(Stored data entries)
****

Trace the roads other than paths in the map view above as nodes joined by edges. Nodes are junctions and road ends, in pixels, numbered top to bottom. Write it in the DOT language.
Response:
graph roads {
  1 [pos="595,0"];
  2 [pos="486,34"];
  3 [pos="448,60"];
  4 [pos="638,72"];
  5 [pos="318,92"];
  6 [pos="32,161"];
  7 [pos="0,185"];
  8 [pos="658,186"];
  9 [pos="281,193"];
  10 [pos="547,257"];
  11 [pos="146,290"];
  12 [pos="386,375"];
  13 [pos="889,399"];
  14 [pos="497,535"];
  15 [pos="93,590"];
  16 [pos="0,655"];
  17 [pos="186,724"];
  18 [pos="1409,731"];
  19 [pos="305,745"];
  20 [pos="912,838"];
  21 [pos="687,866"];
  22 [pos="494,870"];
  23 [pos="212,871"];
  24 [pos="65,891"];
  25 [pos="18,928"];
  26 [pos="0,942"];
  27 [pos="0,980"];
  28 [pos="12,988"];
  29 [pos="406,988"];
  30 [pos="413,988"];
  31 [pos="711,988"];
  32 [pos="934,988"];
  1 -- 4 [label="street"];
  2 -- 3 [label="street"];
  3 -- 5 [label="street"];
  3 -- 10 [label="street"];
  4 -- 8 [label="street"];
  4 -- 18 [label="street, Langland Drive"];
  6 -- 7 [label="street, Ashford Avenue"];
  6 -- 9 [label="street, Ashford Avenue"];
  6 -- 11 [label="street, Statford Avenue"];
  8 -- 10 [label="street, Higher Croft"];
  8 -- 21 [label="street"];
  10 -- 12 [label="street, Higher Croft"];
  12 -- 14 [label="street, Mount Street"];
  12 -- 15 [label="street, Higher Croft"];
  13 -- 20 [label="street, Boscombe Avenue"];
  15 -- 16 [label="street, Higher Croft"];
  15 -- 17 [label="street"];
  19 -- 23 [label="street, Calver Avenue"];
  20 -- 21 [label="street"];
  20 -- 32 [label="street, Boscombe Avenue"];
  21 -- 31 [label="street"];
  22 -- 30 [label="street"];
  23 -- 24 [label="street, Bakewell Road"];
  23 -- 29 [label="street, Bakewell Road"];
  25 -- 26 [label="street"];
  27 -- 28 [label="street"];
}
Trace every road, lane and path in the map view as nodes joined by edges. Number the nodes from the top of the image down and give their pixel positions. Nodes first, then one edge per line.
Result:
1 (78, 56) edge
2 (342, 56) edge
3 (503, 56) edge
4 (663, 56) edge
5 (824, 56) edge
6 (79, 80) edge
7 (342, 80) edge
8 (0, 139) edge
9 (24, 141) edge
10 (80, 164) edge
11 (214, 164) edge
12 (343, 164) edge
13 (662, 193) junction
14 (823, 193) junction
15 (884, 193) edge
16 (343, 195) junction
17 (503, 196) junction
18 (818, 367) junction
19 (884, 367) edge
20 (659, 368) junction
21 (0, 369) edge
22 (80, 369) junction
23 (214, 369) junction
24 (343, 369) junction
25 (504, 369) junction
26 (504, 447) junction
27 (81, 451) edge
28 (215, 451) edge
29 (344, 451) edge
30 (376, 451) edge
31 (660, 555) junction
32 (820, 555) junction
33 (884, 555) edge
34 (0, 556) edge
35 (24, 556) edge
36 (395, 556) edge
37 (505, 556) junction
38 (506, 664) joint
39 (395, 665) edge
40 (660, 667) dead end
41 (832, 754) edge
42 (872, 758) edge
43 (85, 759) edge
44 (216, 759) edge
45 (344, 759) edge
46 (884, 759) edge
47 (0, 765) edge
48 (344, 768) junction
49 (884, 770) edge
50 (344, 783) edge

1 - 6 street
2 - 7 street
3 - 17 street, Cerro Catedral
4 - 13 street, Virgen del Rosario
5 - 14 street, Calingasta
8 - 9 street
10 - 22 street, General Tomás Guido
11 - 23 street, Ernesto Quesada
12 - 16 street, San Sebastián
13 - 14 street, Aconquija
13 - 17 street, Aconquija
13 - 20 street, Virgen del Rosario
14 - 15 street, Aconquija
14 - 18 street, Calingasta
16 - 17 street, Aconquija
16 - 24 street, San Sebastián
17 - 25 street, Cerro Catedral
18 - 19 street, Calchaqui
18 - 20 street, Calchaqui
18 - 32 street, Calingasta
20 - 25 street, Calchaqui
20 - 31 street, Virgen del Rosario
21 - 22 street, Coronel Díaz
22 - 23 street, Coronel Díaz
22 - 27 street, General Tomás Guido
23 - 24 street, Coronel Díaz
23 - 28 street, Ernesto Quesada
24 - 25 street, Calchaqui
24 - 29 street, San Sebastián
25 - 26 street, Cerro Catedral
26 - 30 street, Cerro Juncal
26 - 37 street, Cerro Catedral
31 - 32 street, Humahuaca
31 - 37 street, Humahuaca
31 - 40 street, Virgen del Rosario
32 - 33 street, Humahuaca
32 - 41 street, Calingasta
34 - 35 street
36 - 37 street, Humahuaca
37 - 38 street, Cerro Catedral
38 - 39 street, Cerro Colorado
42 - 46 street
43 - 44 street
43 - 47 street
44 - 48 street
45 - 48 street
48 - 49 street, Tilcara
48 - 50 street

****

### Task to carry out
Reproduce every record in full, keeping each one exactly as it reads.

### Output for this task
Trace the roads other than paths in the map view above as nodes joined by edges. Nodes are junctions and road ends, in pixels, numbered top to bottom. Write it in the DOT language.
Response:
graph roads {
  1 [pos="595,0"];
  2 [pos="486,34"];
  3 [pos="448,60"];
  4 [pos="638,72"];
  5 [pos="318,92"];
  6 [pos="32,161"];
  7 [pos="0,185"];
  8 [pos="658,186"];
  9 [pos="281,193"];
  10 [pos="547,257"];
  11 [pos="146,290"];
  12 [pos="386,375"];
  13 [pos="889,399"];
  14 [pos="497,535"];
  15 [pos="93,590"];
  16 [pos="0,655"];
  17 [pos="186,724"];
  18 [pos="1409,731"];
  19 [pos="305,745"];
  20 [pos="912,838"];
  21 [pos="687,866"];
  22 [pos="494,870"];
  23 [pos="212,871"];
  24 [pos="65,891"];
  25 [pos="18,928"];
  26 [pos="0,942"];
  27 [pos="0,980"];
  28 [pos="12,988"];
  29 [pos="406,988"];
  30 [pos="413,988"];
  31 [pos="711,988"];
  32 [pos="934,988"];
  1 -- 4 [label="street"];
  2 -- 3 [label="street"];
  3 -- 5 [label="street"];
  3 -- 10 [label="street"];
  4 -- 8 [label="street"];
  4 -- 18 [label="street, Langland Drive"];
  6 -- 7 [label="street, Ashford Avenue"];
  6 -- 9 [label="street, Ashford Avenue"];
  6 -- 11 [label="street, Statford Avenue"];
  8 -- 10 [label="street, Higher Croft"];
  8 -- 21 [label="street"];
  10 -- 12 [label="street, Higher Croft"];
  12 -- 14 [label="street, Mount Street"];
  12 -- 15 [label="street, Higher Croft"];
  13 -- 20 [label="street, Boscombe Avenue"];
  15 -- 16 [label="street, Higher Croft"];
  15 -- 17 [label="street"];
  19 -- 23 [label="street, Calver Avenue"];
  20 -- 21 [label="street"];
  20 -- 32 [label="street, Boscombe Avenue"];
  21 -- 31 [label="street"];
  22 -- 30 [label="street"];
  23 -- 24 [label="street, Bakewell Road"];
  23 -- 29 [label="street, Bakewell Road"];
  25 -- 26 [label="street"];
  27 -- 28 [label="street"];
}
Trace every road, lane and path in the map view as nodes joined by edges. Number the nodes from the top of the image down and give their pixel positions. Nodes first, then one edge per line.
Result:
1 (78, 56) edge
2 (342, 56) edge
3 (503, 56) edge
4 (663, 56) edge
5 (824, 56) edge
6 (79, 80) edge
7 (342, 80) edge
8 (0, 139) edge
9 (24, 141) edge
10 (80, 164) edge
11 (214, 164) edge
12 (343, 164) edge
13 (662, 193) junction
14 (823, 193) junction
15 (884, 193) edge
16 (343, 195) junction
17 (503, 196) junction
18 (818, 367) junction
19 (884, 367) edge
20 (659, 368) junction
21 (0, 369) edge
22 (80, 369) junction
23 (214, 369) junction
24 (343, 369) junction
25 (504, 369) junction
26 (504, 447) junction
27 (81, 451) edge
28 (215, 451) edge
29 (344, 451) edge
30 (376, 451) edge
31 (660, 555) junction
32 (820, 555) junction
33 (884, 555) edge
34 (0, 556) edge
35 (24, 556) edge
36 (395, 556) edge
37 (505, 556) junction
38 (506, 664) joint
39 (395, 665) edge
40 (660, 667) dead end
41 (832, 754) edge
42 (872, 758) edge
43 (85, 759) edge
44 (216, 759) edge
45 (344, 759) edge
46 (884, 759) edge
47 (0, 765) edge
48 (344, 768) junction
49 (884, 770) edge
50 (344, 783) edge

1 - 6 street
2 - 7 street
3 - 17 street, Cerro Catedral
4 - 13 street, Virgen del Rosario
5 - 14 street, Calingasta
8 - 9 street
10 - 22 street, General Tomás Guido
11 - 23 street, Ernesto Quesada
12 - 16 street, San Sebastián
13 - 14 street, Aconquija
13 - 17 street, Aconquija
13 - 20 street, Virgen del Rosario
14 - 15 street, Aconquija
14 - 18 street, Calingasta
16 - 17 street, Aconquija
16 - 24 street, San Sebastián
17 - 25 street, Cerro Catedral
18 - 19 street, Calchaqui
18 - 20 street, Calchaqui
18 - 32 street, Calingasta
20 - 25 street, Calchaqui
20 - 31 street, Virgen del Rosario
21 - 22 street, Coronel Díaz
22 - 23 street, Coronel Díaz
22 - 27 street, General Tomás Guido
23 - 24 street, Coronel Díaz
23 - 28 street, Ernesto Quesada
24 - 25 street, Calchaqui
24 - 29 street, San Sebastián
25 - 26 street, Cerro Catedral
26 - 30 street, Cerro Juncal
26 - 37 street, Cerro Catedral
31 - 32 street, Humahuaca
31 - 37 street, Humahuaca
31 - 40 street, Virgen del Rosario
32 - 33 street, Humahuaca
32 - 41 street, Calingasta
34 - 35 street
36 - 37 street, Humahuaca
37 - 38 street, Cerro Catedral
38 - 39 street, Cerro Colorado
42 - 46 street
43 - 44 street
43 - 47 street
44 - 48 street
45 - 48 street
48 - 49 street, Tilcara
48 - 50 street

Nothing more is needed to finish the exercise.